MARINE CORPS BASE CAMP LEJEUNE, N.C. --
Today’s war fighter is a high-tech individual. He has the ability and the means to accomplish his mission faster than ever before. But technology is not perfect. There are still things he needs to be even more successful at his tasks.
To bring the science and technology community together with Marines and sailors to discuss these needs on the battlefield, the II Marine Expeditionary Force Science and Technology Office held a conference at Marston Pavilion here Sept. 10-11.
The conference had three main purposes; to provide war fighters a platform to discuss their lessons learned and limitations caused by gaps in capability; to provide science and technology organizations a platform to articulate their success stories and advantages in capabilities for war fighters; and to allow both the war fighters and science and technology community to build a network with each other to help the Marines do their job more safely and more efficiently.
“The primary capability gaps of weakness are the inability for the S and T community to understand Marine requirements,” explained Timothy Bacon, the liaison for the Office of Naval Research and II MEF. “So the reason behind the conference is to give the Marines directly back from Iraq an opportunity to explain their lessons learned, their requirements and to articulate problems caused by capability gaps.”
This conference was the first of its kind for II MEF. The two-day event included discussion panels covering a wide range of topics such as improvised explosive devices trends and detection capabilities, force protection (body and vehicle armor), language translation, communications, training and transition teams’ gaps challenges and lessons learned.
Marines and leaders from Marine Special Operations Command, 2nd Marine Division, 2nd Marine Logistics Group, 2nd Marine Aircraft Wing and II MEF were on hand to give government and civilian scientists an idea of what it’s currently like on the battlefield in the Global War on Terrorism, particularly in Iraq.
Lt. Col. Dave Barnes, who served as the officer in charge of the Transition Team Cell, II MEF Headquarters Group, II MEF, and deployed to the Al Anbar Province of Iraq from March to December 2005, was one of the key speakers during the conference.

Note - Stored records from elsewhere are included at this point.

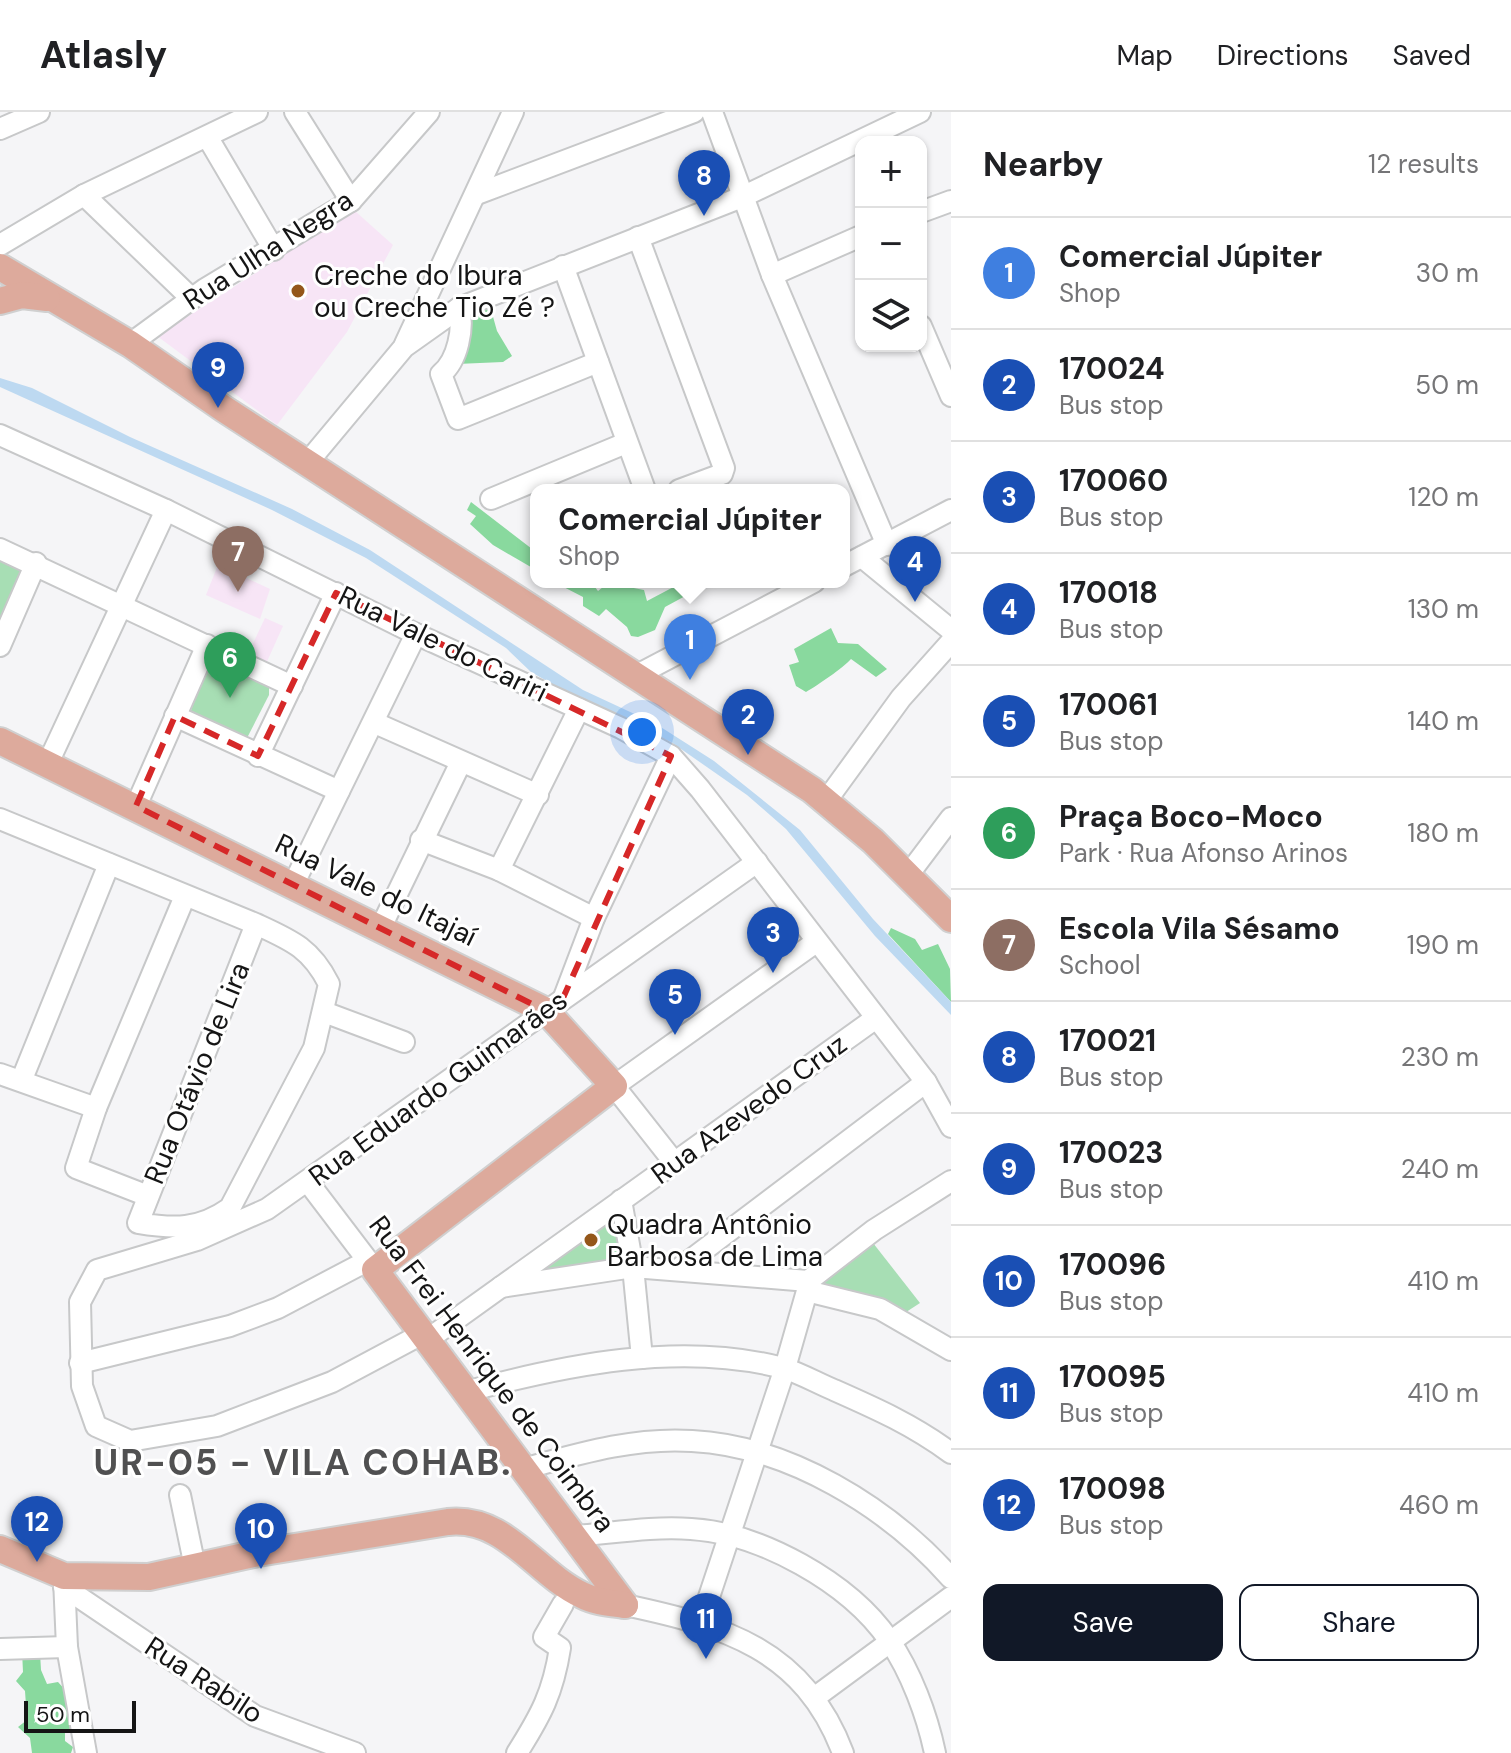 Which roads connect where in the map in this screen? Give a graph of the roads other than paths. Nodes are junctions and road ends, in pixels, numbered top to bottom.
1 (39, 112) edge
2 (257, 112) edge
3 (295, 112) edge
4 (429, 112) edge
5 (513, 112) edge
6 (694, 112) edge
7 (712, 112) edge
8 (920, 112) edge
9 (0, 129) edge
10 (208, 138) junction
11 (477, 194) junction
12 (84, 195) junction
13 (742, 197) junction
14 (351, 201) junction
15 (951, 201) edge
16 (927, 210) edge
17 (638, 237) junction
18 (855, 239) edge
19 (274, 250) junction
20 (1, 264) edge
21 (563, 266) junction
22 (772, 275) junction
23 (191, 298) junction
24 (57, 300) junction
25 (0, 301) edge
26 (459, 308) junction
27 (927, 340) edge
28 (130, 344) junction
29 (404, 347) junction
30 (598, 362) junction
31 (951, 396) edge
32 (1, 438) edge
33 (626, 443) junction
34 (308, 462) junction
35 (643, 484) edge
36 (695, 484) edge
37 (491, 499) dead end
38 (166, 510) junction
39 (951, 510) edge
40 (887, 545) junction
41 (0, 549) edge
42 (853, 562) edge
43 (36, 563) junction
44 (803, 588) edge
45 (336, 593) junction
46 (123, 604) junction
47 (951, 630) edge
48 (416, 634) junction
49 (2, 637) edge
50 (951, 642) edge
51 (207, 645) junction
52 (637, 675) junction
53 (292, 686) junction
54 (579, 709) junction
55 (175, 716) junction
56 (375, 723) junction
57 (0, 741) edge
58 (258, 756) junction
59 (671, 756) junction
60 (461, 762) junction
61 (48, 763) junction
62 (339, 791) junction
63 (538, 795) junction
64 (826, 801) junction
65 (136, 806) junction
66 (951, 818) edge
67 (0, 819) edge
68 (421, 840) junction
69 (757, 862) junction
70 (109, 864) junction
71 (499, 870) junction
72 (908, 875) junction
73 (293, 885) junction
74 (185, 896) junction
75 (594, 918) junction
76 (951, 919) edge
77 (256, 924) junction
78 (381, 927) junction
79 (816, 942) junction
80 (555, 1004) junction
81 (325, 1007) junction
82 (876, 1018) junction
83 (404, 1042) dead end
84 (0, 1074) edge
85 (22, 1079) junction
86 (926, 1082) junction
87 (614, 1086) junction
88 (96, 1108) junction
89 (951, 1127) edge
90 (674, 1162) junction
91 (951, 1181) edge
92 (308, 1182) junction
93 (148, 1196) junction
94 (621, 1200) junction
95 (371, 1266) junction
96 (633, 1267) junction
97 (680, 1268) junction
98 (807, 1286) junction
99 (497, 1287) junction
100 (425, 1337) junction
101 (951, 1350) edge
102 (642, 1358) junction
103 (80, 1363) junction
104 (785, 1368) junction
105 (465, 1392) junction
106 (951, 1453) edge
107 (757, 1454) junction
108 (523, 1469) junction
109 (180, 1495) dead end
110 (732, 1535) junction
111 (575, 1536) junction
112 (0, 1549) edge
113 (195, 1567) junction
114 (951, 1578) edge
115 (64, 1581) junction
116 (951, 1597) edge
117 (563, 1604) dead end
118 (625, 1605) junction
119 (701, 1621) junction
120 (889, 1640) junction
121 (67, 1647) junction
122 (0, 1649) edge
123 (814, 1698) junction
124 (86, 1753) edge
125 (355, 1753) edge
126 (517, 1753) edge
127 (843, 1753) edge
128 (935, 1753) edge

1 - 9 street
2 - 10 street
3 - 14 street
4 - 14 street, Rua Ulha Negra
5 - 11 street
6 - 11 street
7 - 13 street
8 - 13 street
10 - 12 street
10 - 19 street
11 - 29 street
12 - 20 street
12 - 23 street
13 - 17 street
13 - 22 street
14 - 19 street, Rua Ulha Negra
15 - 16 street
17 - 21 street
17 - 36 street
18 - 22 street
19 - 23 street, Rua Ulha Negra
20 - 24 main road
21 - 26 street
21 - 30 street
22 - 40 street
23 - 28 street, Rua Ulha Negra
24 - 25 main road
24 - 28 main road
26 - 29 street
26 - 30 street
27 - 31 street
28 - 34 main road
29 - 34 street
30 - 33 street
32 - 38 street, Rua Vale do Cariri
33 - 35 street
33 - 37 street
34 - 52 main road
38 - 45 street, Rua Vale do Cariri
38 - 46 street
39 - 40 street
40 - 42 street
41 - 43 street
42 - 47 street
43 - 46 street
43 - 49 street
44 - 52 street
45 - 48 street, Rua Vale do Cariri
45 - 53 street
46 - 51 street
46 - 61 street
48 - 54 street, Rua Vale do Cariri
48 - 56 street
50 - 64 street
51 - 53 street
51 - 55 street
52 - 64 main road
53 - 58 street
54 - 59 street, Rua Vale do Cariri
54 - 63 street
55 - 58 street
55 - 65 street
56 - 60 street
56 - 62 street
57 - 61 main road, Rua Vale do Itajaí
58 - 62 street
59 - 69 street, Rua Vale do Cariri
59 - 75 street
60 - 63 street
60 - 68 street
61 - 65 main road, Rua Vale do Itajaí
62 - 73 street
63 - 71 street
64 - 72 main road
65 - 73 main road, Rua Vale do Itajaí
66 - 72 street
67 - 70 street
68 - 71 street
68 - 78 street
69 - 79 street, Rua Vale do Cariri
69 - 80 street, Rua Eduardo Guimarães
70 - 74 street
70 - 85 street
71 - 75 street
72 - 76 main road
73 - 78 main road, Rua Vale do Itajaí
74 - 77 street
74 - 88 street
75 - 80 street
77 - 81 street
77 - 93 street, Rua Otávio de Lira
78 - 80 main road, Rua Vale do Itajaí
79 - 82 street, Rua Vale do Cariri
79 - 87 street
80 - 87 main road, Rua Vale do Itajaí
80 - 92 street, Rua Eduardo Guimarães
81 - 83 street
81 - 93 street, Rua Otávio de Lira
82 - 86 street, Rua Vale do Cariri
82 - 90 street, Rua Azevedo Cruz
84 - 85 street
85 - 88 street
86 - 89 street, Rua Vale do Cariri
86 - 97 street
87 - 90 street, Rua Vale do Itajaí
87 - 95 main road
88 - 93 street
90 - 94 street, Rua Azevedo Cruz
91 - 98 street
92 - 95 street, Rua Frei Henrique de Coimbra
92 - 103 street, Rua Eduardo Guimarães
94 - 96 street
94 - 99 street, Rua Azevedo Cruz
95 - 100 main road, Rua Frei Henrique de Coimbra
95 - 103 street
96 - 97 street
96 - 99 street
96 - 102 street
97 - 98 street
98 - 101 street
98 - 104 street
99 - 100 street, Rua Azevedo Cruz
100 - 103 street, Rua Azevedo Cruz
100 - 105 main road, Rua Frei Henrique de Coimbra
102 - 104 street
102 - 105 street
104 - 106 street
104 - 107 street
105 - 108 main road, Rua Frei Henrique de Coimbra
107 - 108 street
107 - 110 street
107 - 114 street
108 - 111 main road, Rua Frei Henrique de Coimbra
109 - 113 street
110 - 111 street
110 - 119 street
110 - 120 street
111 - 118 main road, Rua Frei Henrique de Coimbra
112 - 115 main road
113 - 115 main road
113 - 118 main road
115 - 121 street
115 - 125 street, Rua Rabilo
116 - 120 street
117 - 126 street
118 - 119 street
119 - 123 street
120 - 123 street
120 - 128 street
121 - 122 street
121 - 124 street
123 - 127 street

“I think it’s a good venue for Marines and trigger pullers to meet with the science and technology community and address their technological needs that are out there that haven’t made it to their awareness,” Barnes explained. “For us, it’s kind of a unique opportunity to tell the story of transition teams and to get our message out there.”
According to Bacon, these conferences will be a yearly event and are an important part of accomplishing the war fighter’s mission.
As technology advances for today’s Marine or sailor supporting the Global War on Terrorism, these conferences will take an important role in bridging the gap between scientist and warrior.